Particles break the speed of light

International scientists make breakthrough discovery as sub-atomic particles are found to be quicker than the speed of light.

September 24, 2011 09:15
1 minute read.
Space (illustrative).

space 311. (photo credit: REUTERS)

As physicists continue to wrestle with the mysteries of the universe, there was one rule at least that seemed inviolable: Einstein's theory that nothing could beat the speed of light.

Today scientists in Geneva however are unveiling a stunning piece of research that could disprove this law - and shake up our entire comprehension of time and space.
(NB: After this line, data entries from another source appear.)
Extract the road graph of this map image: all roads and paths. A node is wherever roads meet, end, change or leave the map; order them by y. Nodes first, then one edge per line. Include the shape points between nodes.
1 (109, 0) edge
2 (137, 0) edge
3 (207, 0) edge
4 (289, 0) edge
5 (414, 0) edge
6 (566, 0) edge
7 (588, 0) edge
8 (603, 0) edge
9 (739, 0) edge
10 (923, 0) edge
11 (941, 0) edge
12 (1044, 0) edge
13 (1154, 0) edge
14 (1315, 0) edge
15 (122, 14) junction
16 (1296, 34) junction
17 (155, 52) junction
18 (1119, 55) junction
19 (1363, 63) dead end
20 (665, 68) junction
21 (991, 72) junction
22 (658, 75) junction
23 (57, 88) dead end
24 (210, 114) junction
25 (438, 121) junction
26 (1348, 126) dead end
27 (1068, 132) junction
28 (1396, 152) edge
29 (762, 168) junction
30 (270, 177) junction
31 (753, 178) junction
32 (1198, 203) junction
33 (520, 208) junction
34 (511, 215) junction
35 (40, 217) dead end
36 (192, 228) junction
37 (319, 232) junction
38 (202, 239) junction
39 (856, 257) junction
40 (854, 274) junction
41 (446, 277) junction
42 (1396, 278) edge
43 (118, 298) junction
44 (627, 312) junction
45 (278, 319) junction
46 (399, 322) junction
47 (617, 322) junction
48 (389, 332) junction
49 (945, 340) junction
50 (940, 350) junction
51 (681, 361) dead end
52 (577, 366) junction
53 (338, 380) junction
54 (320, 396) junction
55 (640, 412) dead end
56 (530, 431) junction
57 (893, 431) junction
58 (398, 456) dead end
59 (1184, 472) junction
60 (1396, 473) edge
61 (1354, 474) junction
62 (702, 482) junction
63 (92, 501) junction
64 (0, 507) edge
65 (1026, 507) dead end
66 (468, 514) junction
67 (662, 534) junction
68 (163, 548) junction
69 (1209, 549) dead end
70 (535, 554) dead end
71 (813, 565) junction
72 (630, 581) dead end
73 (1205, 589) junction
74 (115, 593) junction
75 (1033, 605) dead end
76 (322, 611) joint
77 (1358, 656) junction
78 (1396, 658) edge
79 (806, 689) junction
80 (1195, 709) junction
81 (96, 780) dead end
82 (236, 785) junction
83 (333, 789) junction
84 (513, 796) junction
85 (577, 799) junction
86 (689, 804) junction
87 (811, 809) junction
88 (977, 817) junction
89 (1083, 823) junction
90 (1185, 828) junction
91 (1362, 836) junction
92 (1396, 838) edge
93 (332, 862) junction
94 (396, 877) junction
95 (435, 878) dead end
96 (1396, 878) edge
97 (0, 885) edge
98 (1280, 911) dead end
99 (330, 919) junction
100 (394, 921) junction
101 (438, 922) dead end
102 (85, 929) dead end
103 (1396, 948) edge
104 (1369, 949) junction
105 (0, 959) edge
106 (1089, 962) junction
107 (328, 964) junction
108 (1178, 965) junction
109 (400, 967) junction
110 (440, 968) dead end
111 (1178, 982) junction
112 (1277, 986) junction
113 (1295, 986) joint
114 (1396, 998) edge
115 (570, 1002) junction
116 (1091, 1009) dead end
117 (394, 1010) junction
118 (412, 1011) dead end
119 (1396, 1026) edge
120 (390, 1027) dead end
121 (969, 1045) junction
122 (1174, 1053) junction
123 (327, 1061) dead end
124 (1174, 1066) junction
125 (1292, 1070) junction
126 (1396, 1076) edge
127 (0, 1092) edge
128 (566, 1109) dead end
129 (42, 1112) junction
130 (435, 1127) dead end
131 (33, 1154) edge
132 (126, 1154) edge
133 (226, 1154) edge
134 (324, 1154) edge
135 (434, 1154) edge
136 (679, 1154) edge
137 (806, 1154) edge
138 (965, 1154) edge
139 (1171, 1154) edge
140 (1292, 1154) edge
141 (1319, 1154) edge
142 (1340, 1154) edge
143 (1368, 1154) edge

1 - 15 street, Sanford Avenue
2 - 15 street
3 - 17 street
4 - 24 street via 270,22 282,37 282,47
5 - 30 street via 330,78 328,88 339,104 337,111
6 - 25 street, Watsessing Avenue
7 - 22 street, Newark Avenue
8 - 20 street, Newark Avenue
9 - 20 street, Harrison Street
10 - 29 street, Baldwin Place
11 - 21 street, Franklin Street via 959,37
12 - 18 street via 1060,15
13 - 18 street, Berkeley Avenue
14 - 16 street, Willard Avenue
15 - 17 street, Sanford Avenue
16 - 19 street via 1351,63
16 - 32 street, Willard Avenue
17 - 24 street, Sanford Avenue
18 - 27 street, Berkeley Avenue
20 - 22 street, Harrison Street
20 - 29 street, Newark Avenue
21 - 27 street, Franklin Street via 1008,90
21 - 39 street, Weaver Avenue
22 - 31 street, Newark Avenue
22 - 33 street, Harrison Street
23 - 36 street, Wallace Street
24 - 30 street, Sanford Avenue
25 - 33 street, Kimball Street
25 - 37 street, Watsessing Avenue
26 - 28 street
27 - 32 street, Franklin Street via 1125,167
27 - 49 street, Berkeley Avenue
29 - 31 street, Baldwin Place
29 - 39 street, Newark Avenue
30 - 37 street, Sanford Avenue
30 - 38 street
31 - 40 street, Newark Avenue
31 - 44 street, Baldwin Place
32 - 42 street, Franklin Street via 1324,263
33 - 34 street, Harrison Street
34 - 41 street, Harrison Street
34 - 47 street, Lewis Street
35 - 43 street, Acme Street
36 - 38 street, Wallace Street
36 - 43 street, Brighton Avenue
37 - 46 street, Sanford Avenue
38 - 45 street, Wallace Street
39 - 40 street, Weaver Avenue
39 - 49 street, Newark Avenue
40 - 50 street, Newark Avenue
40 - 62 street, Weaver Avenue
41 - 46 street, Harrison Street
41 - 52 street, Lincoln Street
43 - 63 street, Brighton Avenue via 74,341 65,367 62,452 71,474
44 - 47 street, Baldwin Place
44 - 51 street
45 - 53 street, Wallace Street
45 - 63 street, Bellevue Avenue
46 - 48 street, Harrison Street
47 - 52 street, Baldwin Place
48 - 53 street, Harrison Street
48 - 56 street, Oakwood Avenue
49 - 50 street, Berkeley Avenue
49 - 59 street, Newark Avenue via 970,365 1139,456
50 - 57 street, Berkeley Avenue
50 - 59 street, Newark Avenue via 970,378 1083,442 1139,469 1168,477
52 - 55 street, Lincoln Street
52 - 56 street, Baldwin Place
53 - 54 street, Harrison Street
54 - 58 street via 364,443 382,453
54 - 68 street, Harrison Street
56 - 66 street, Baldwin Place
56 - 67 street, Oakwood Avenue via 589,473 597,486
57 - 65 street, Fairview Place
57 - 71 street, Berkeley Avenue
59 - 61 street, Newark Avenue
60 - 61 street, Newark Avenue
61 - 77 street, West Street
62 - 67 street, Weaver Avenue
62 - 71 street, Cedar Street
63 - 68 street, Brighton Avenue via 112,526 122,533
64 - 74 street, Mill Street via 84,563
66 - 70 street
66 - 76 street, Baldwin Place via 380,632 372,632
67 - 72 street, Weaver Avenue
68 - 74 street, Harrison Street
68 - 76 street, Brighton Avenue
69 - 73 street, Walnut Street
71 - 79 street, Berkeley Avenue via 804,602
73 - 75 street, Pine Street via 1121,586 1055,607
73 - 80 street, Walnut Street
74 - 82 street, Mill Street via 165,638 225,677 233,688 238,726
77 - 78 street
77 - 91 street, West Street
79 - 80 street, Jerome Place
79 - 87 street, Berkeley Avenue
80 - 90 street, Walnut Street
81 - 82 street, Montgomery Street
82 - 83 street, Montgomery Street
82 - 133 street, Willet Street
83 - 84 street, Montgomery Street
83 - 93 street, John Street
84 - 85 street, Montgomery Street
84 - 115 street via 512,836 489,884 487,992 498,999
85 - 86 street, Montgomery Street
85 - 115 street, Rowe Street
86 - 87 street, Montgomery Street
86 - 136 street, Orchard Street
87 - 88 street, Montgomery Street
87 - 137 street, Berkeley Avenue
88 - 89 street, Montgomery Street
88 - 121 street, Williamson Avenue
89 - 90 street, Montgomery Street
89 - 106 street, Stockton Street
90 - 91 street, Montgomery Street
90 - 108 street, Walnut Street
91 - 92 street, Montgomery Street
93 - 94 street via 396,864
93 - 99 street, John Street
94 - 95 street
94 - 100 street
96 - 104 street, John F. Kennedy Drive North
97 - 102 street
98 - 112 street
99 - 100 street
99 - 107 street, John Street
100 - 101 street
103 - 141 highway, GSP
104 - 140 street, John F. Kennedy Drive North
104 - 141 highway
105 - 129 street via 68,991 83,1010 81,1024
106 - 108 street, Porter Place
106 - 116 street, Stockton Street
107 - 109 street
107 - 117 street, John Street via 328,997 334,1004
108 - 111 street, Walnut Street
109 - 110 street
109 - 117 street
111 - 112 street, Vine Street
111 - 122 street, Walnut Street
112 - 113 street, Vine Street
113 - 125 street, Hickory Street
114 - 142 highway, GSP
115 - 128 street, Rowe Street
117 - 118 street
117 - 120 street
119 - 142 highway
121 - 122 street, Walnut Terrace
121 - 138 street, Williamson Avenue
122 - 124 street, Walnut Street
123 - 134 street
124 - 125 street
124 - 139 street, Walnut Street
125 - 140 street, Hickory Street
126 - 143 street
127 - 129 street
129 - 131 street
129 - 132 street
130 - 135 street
They measured the time it took neutrinos - a type of sub atomic particle - to travel the 730km distance from Geneva to a sister lab in Italy.

To their astonishment, they discovered out that the neutrinos seemed to have been recorded traveling 60 nanoseconds, or a billionth of a second, faster than light.

Researcher and particle physicist Dario Autiero was part of the team.

"It is the first time that we have experimental evidence of a particle travelling faster than light, which is completely unexpected in physics as we know it," Autiero said.

Neutrinos are mysterious sub-atomic particles which can pass undetected through matter, including the human body.

The most common particle in the universe, they originate from the sun, and radioactive disintegration.

More than a century after Einstein presented his special theory of relativity, this discovery - if accurate - could revolutionize modern-day physics.